Ces trois principes sont : la destination universelle des biens ; le principe de subsidiarité ; le principe de solidarité.

Ces trois principes se rapportent tous à un fondement unique : la dignité inaliénable de la personne humaine.

Si nous considérons l’argent en fonction du premier principe, que pouvons-nous en déduire ? Qu’il doit servir au plus grand nombre et non seulement à une minorité. C’est un premier point. Qu’il ne doit donc pas être l’apanage de quelques-uns ou faire l’objet d’une rétention indue. En résumé, que l’argent doit servir au bien commun. À sa famille (éducation, épargne, propriétés si du moins elles servent), à l’économie (investissement, construction, participation), au travail ou à tout autre usage qui sert au bien commun. Tout le contraire de l’usage qu’en fait Harpagon : « Je veux renfermer ce que bon me semble, et faire sentinelle comme il me plaît. Ne voilà pas de mes mouchards, qui prennent garde à ce qu’on fait ? Je tremble qu’il n’ait soupçonné quelque chose de mon argent. Ne serais-tu point homme à aller faire courir le bruit que j’ai chez moi de l’argent caché ? » (Molière, L’Avare, acte I, scène 3)

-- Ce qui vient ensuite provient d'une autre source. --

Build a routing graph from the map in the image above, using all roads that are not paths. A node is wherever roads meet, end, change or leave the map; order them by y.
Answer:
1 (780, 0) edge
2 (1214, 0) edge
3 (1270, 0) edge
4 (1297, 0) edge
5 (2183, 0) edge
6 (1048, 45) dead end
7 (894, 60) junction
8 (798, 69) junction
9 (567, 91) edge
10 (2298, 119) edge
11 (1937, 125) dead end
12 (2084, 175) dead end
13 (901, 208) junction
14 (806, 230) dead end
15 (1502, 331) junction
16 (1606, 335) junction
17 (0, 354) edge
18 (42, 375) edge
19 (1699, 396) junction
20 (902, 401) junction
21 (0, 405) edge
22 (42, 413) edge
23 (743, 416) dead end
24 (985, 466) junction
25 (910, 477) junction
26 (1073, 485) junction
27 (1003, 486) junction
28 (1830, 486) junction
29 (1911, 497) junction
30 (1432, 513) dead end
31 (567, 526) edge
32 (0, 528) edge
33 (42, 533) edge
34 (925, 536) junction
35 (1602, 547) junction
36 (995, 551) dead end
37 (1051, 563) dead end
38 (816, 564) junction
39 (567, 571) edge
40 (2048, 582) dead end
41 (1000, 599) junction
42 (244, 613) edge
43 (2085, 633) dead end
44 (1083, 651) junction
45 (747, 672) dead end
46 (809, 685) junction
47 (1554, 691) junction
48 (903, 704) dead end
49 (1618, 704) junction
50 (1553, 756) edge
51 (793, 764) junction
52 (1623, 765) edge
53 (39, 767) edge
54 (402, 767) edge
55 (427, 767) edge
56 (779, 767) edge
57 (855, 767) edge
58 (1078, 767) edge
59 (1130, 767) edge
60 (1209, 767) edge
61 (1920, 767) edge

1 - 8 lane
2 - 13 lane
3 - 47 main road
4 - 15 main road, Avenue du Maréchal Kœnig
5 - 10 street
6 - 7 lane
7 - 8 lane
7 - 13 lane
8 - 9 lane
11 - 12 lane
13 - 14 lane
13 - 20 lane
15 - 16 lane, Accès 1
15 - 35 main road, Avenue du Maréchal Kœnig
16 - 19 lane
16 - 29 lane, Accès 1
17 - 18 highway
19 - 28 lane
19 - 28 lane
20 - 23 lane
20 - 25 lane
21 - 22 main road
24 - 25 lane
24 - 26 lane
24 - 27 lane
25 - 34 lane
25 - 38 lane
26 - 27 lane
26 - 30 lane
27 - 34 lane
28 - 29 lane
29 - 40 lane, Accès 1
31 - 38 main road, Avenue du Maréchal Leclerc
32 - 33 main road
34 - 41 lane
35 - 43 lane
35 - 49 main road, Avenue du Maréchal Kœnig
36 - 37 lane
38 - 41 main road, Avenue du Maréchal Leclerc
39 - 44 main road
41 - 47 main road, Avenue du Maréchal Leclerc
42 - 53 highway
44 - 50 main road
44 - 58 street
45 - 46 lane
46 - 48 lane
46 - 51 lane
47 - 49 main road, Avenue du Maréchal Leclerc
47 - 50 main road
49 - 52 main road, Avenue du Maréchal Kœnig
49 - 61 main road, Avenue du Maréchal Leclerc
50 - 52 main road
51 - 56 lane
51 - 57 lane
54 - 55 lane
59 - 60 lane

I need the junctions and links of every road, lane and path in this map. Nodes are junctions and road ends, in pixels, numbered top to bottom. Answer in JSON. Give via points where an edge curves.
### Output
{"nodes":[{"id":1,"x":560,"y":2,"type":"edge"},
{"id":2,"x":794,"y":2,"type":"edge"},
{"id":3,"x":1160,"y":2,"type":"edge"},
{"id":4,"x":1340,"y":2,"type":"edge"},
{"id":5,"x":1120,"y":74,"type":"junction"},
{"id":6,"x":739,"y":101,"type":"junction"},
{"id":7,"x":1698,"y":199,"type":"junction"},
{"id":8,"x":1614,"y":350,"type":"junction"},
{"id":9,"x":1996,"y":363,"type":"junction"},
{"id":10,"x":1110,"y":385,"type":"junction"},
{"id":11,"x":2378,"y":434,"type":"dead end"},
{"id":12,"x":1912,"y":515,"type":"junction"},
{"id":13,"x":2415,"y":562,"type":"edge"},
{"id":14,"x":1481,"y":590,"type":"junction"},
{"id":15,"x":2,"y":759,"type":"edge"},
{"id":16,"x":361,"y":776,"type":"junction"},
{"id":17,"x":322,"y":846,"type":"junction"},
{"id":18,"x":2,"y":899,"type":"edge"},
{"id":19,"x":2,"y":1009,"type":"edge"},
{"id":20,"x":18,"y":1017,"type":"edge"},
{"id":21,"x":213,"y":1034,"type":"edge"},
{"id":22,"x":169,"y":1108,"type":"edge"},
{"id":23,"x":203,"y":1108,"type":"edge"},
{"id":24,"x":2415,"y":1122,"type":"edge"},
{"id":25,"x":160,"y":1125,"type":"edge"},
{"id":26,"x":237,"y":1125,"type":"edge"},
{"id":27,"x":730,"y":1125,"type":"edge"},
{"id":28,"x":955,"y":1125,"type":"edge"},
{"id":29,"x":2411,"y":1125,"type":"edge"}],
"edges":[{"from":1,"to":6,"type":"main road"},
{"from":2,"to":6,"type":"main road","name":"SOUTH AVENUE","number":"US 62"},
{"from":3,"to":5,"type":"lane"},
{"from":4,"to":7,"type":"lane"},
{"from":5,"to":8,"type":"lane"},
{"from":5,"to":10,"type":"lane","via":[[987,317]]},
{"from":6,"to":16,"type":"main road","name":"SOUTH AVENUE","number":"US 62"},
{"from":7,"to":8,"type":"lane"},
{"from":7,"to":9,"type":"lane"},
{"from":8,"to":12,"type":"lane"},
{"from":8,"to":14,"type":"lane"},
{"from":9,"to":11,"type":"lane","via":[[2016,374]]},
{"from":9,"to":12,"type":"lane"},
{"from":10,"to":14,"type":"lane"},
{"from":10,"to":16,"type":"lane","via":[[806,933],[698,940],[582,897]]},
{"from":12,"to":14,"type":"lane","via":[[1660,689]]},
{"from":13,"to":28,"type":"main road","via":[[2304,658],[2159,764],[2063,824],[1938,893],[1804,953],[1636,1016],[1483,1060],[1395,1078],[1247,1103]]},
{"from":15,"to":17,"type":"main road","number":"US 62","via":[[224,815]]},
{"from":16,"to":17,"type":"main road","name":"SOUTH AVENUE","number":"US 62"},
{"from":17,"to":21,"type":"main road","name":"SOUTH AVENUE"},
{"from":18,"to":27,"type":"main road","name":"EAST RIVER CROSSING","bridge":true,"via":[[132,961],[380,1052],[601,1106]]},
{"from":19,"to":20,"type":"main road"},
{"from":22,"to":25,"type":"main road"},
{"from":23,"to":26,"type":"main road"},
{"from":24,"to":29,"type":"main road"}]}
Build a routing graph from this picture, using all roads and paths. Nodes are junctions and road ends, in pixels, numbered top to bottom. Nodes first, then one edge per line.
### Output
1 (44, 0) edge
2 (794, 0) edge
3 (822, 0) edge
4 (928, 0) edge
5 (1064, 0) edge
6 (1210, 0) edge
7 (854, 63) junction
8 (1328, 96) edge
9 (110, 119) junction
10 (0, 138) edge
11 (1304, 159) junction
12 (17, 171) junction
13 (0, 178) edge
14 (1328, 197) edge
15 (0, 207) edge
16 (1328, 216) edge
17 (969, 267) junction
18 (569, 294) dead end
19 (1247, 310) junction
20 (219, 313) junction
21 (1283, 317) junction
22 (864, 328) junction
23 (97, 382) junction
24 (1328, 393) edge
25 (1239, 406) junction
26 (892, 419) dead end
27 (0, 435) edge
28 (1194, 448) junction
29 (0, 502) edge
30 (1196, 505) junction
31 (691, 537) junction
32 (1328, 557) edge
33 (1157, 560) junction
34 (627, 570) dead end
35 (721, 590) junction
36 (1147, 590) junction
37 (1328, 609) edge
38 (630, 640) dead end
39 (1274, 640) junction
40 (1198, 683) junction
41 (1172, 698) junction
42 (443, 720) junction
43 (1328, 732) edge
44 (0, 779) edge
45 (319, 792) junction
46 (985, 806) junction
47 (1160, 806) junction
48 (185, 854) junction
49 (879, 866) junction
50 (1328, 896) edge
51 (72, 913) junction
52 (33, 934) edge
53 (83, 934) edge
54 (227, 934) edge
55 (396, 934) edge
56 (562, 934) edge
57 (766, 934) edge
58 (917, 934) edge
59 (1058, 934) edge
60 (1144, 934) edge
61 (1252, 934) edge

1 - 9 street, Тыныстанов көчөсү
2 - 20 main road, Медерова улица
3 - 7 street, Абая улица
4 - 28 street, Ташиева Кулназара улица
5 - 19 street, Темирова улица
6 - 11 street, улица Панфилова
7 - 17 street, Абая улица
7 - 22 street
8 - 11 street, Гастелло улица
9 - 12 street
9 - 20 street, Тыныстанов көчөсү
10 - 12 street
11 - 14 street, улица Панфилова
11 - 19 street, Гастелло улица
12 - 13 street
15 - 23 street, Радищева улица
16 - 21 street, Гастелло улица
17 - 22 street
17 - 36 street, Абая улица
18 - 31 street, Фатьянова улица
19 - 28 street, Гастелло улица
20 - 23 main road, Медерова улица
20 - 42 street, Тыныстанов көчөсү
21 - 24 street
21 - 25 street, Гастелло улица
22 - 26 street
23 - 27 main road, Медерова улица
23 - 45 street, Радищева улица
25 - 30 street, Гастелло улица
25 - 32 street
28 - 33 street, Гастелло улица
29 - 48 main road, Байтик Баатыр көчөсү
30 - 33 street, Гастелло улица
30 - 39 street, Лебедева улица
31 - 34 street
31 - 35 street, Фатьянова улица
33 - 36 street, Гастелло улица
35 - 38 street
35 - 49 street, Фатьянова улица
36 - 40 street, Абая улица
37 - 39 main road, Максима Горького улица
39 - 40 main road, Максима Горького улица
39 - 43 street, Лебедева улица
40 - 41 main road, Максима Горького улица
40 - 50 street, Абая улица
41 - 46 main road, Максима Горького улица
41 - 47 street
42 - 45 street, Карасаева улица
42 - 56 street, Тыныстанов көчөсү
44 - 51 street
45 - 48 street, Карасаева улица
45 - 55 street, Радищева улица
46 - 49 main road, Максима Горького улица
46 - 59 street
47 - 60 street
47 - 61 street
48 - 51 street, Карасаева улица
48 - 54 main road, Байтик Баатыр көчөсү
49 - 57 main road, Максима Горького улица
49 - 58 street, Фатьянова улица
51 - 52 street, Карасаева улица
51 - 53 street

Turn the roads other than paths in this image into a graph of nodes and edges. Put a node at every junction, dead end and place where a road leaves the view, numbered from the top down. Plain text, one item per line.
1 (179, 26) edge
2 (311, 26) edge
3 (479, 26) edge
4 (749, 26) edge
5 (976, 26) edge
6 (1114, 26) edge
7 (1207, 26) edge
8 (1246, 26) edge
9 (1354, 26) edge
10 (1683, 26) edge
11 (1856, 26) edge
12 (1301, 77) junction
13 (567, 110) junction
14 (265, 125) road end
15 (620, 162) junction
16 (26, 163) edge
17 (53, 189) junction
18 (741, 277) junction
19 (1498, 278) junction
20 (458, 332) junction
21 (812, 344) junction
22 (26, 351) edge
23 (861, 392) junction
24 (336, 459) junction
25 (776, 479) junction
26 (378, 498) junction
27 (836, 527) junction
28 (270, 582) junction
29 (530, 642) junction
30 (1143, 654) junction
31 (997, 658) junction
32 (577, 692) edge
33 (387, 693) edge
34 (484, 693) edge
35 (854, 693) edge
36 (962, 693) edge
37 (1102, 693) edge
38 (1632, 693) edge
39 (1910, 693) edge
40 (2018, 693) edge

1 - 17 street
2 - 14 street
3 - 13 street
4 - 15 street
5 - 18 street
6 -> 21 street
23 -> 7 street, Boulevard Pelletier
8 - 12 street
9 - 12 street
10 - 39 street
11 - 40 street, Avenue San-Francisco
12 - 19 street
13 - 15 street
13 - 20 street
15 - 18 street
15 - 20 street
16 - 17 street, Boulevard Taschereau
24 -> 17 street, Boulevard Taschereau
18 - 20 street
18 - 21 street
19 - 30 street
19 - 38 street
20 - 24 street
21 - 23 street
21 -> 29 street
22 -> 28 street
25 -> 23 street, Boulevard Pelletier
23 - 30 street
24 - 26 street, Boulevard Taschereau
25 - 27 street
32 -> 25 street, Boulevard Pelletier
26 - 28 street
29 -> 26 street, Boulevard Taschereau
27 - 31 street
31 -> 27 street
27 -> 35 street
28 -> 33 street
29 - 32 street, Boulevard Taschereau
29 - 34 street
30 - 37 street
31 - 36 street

Le Compendium sur la doctrine sociale de l’Église encourage à une autre attitude : « Le principe de la destination universelle des biens invite à cultiver une vision de l’économie inspirée des valeurs morales qui permettent de ne jamais perdre de vue ni l’origine, ni la finalité de ces biens, de façon à réaliser un monde juste et solidaire, où la formation de la richesse puisse revêtir une fonction positive. En effet, la richesse [peut être conçue comme le] résultat d’un processus productif d’élaboration technique et économique des ressources disponibles, naturelles et dérivées, conduit par l’imagination, par la capacité de programmation, par le travail des hommes, et employé comme moyen utile pour promouvoir le bien-être des hommes et des peuples et pour s’opposer à leur exclusion et à leur exploitation. (n°174)

Le deuxième fondement est la subsidiarité : « Le principe de subsidiarité protège les personnes des abus des instances sociales supérieures et incite ces dernières à aider les individus et les corps intermédiaires à développer leurs fonctions. Ce principe s’impose parce que toute personne, toute famille et tout corps intermédiaire ont quelque chose d’original à offrir à la communauté. » (n°187). Il inclut le droit à la propriété comme bien personnel imprescriptible. Voilà ce qu’en dit le Compendium : « La propriété privée et les autres formes de possession privée des biens « assurent à chacun une zone indispensable d’autonomie personnelle et familiale ; il faut les regarder comme un prolongement de la liberté humaine. Enfin, en stimulant l’exercice de la responsabilité, ils constituent l’une des conditions des libertés civiles ». La propriété privée est un élément essentiel d’une politique économique authentiquement sociale et démocratique et la garantie d’un ordre social juste. La doctrine sociale exige que la propriété des biens soit équitablement accessible à tous, de sorte que tous en deviennent, au moins dans une certaine mesure, propriétaires, sans pour autant qu’ils puissent les « posséder confusément». (n°177)

Pas de pot commun avec redistribution universelle, ou péréquation. Mais une responsabilité de chacun qui permet à la liberté créatrice, au génie, au mérite de se voir récompensé.

Le troisième fondement est la solidarité. C’est le plus connu. Longtemps pratiquée elle consiste à venir en aide à ceux qui en ont besoin. On en trouve la source dans la Révélation : la fameuse dîme. Elle trouve aujourd’hui de nombreux modes d’expression, en particulier le denier de l’Église. Pour un ordre de grandeur, on donne cette mesure : 10% de ses revenus après impôt. « donner et donc aider ? investir et créer des emplois ? favoriser la création, la recherche, le savoir ou les arts ? À chacun de voir ce que la Providence attend de lui… » Pierre de Lauzun, L’Évangile, les Chrétiens et l’Argent, Cerf, 2004.